___ MATERIALS PROVIDED

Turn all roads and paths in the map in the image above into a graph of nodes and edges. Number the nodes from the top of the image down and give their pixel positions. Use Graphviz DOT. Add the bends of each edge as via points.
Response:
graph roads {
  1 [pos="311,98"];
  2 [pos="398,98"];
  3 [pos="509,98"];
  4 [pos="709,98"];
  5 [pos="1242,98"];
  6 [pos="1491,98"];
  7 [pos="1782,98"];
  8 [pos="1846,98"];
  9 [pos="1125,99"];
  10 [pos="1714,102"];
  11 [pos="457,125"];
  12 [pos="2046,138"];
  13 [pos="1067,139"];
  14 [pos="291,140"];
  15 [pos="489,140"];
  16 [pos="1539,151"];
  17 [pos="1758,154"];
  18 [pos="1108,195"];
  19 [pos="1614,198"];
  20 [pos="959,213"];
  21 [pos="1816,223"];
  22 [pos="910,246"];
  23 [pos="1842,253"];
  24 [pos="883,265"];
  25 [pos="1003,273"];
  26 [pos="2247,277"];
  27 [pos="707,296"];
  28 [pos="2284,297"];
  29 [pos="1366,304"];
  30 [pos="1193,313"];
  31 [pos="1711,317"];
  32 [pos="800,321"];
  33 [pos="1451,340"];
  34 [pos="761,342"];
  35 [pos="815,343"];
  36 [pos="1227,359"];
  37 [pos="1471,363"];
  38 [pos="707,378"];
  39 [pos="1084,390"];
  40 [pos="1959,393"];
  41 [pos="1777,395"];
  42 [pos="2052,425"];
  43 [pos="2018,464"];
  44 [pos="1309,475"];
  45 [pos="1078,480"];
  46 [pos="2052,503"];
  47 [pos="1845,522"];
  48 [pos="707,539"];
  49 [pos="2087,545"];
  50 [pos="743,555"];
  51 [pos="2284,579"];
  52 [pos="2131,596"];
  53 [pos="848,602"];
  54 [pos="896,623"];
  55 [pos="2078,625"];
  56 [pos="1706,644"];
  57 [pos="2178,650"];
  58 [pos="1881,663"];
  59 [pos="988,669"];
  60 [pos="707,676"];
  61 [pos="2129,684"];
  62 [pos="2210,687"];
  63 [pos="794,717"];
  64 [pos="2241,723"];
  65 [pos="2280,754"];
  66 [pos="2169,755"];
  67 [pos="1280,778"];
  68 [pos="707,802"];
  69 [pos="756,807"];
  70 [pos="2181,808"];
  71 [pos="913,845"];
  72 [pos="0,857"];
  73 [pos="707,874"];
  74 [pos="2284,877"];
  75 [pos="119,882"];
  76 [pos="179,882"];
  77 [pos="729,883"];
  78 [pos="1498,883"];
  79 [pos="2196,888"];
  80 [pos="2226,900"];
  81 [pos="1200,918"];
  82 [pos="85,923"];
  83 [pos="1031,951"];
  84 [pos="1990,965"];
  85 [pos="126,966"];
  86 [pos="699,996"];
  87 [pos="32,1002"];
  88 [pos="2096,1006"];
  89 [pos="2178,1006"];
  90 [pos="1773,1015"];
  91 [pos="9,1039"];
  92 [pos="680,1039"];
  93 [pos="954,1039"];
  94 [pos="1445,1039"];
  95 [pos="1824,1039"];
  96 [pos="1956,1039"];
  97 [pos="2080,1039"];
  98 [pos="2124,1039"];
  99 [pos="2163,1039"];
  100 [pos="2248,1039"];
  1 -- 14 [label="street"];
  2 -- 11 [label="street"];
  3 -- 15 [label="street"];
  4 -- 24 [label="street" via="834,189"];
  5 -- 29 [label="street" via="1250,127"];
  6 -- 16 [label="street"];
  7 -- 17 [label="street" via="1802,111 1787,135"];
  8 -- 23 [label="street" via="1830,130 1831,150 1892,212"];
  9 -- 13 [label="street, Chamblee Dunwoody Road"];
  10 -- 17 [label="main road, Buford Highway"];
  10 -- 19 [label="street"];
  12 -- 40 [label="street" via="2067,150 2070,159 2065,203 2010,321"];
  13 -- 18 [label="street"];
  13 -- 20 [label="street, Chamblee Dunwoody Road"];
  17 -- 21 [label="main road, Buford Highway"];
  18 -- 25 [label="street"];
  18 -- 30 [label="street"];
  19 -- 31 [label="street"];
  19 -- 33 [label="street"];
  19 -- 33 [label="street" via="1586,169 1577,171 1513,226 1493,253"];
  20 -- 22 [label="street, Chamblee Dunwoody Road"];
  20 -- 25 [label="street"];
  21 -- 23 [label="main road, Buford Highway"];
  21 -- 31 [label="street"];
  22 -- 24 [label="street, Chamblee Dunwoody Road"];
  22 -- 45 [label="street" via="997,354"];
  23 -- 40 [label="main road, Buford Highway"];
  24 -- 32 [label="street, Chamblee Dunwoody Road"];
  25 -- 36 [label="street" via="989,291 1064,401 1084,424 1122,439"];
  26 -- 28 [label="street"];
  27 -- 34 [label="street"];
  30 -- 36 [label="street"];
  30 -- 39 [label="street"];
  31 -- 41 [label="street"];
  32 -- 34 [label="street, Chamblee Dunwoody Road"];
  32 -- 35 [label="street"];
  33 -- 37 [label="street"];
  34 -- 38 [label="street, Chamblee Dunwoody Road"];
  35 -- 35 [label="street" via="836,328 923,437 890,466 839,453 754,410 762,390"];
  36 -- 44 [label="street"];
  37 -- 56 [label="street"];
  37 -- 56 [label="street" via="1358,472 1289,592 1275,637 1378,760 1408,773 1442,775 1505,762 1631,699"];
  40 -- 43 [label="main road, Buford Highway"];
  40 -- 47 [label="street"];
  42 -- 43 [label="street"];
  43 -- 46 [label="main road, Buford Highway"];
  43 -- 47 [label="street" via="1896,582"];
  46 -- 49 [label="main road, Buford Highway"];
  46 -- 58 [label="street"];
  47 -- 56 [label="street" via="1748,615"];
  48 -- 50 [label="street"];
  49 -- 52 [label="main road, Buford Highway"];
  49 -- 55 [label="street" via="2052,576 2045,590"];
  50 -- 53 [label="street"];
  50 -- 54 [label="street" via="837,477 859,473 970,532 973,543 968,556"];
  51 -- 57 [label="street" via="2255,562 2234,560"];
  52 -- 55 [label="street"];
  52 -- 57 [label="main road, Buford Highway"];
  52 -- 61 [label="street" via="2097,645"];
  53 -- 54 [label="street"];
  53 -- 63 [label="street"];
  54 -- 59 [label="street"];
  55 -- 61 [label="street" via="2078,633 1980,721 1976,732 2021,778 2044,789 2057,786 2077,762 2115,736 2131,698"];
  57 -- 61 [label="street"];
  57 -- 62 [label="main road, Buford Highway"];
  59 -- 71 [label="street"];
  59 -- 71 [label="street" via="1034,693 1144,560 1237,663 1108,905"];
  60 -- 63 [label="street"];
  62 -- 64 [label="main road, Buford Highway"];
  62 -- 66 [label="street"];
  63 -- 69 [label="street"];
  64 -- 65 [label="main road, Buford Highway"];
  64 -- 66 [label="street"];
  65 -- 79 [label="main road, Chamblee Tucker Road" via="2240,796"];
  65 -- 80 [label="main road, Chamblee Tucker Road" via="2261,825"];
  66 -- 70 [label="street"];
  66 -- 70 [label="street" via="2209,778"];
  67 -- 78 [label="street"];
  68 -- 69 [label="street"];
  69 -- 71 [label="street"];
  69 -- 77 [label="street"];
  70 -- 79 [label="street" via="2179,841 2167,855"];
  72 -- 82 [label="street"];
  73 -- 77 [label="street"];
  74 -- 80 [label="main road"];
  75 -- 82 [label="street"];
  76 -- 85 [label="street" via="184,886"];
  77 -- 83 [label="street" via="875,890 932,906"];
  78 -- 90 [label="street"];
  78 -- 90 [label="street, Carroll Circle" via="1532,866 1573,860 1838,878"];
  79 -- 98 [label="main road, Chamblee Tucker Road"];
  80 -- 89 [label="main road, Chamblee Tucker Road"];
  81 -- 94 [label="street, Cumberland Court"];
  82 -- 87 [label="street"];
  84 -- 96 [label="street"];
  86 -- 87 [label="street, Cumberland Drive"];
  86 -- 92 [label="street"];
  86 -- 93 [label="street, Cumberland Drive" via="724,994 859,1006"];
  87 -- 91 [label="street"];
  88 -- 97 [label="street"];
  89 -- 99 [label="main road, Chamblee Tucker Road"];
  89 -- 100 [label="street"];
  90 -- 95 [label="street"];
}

______

— TASK GOAL —
From the data above, count the lines that hold the string "Dunwoody". Reply with only that number.

— TASK ANSWER —
7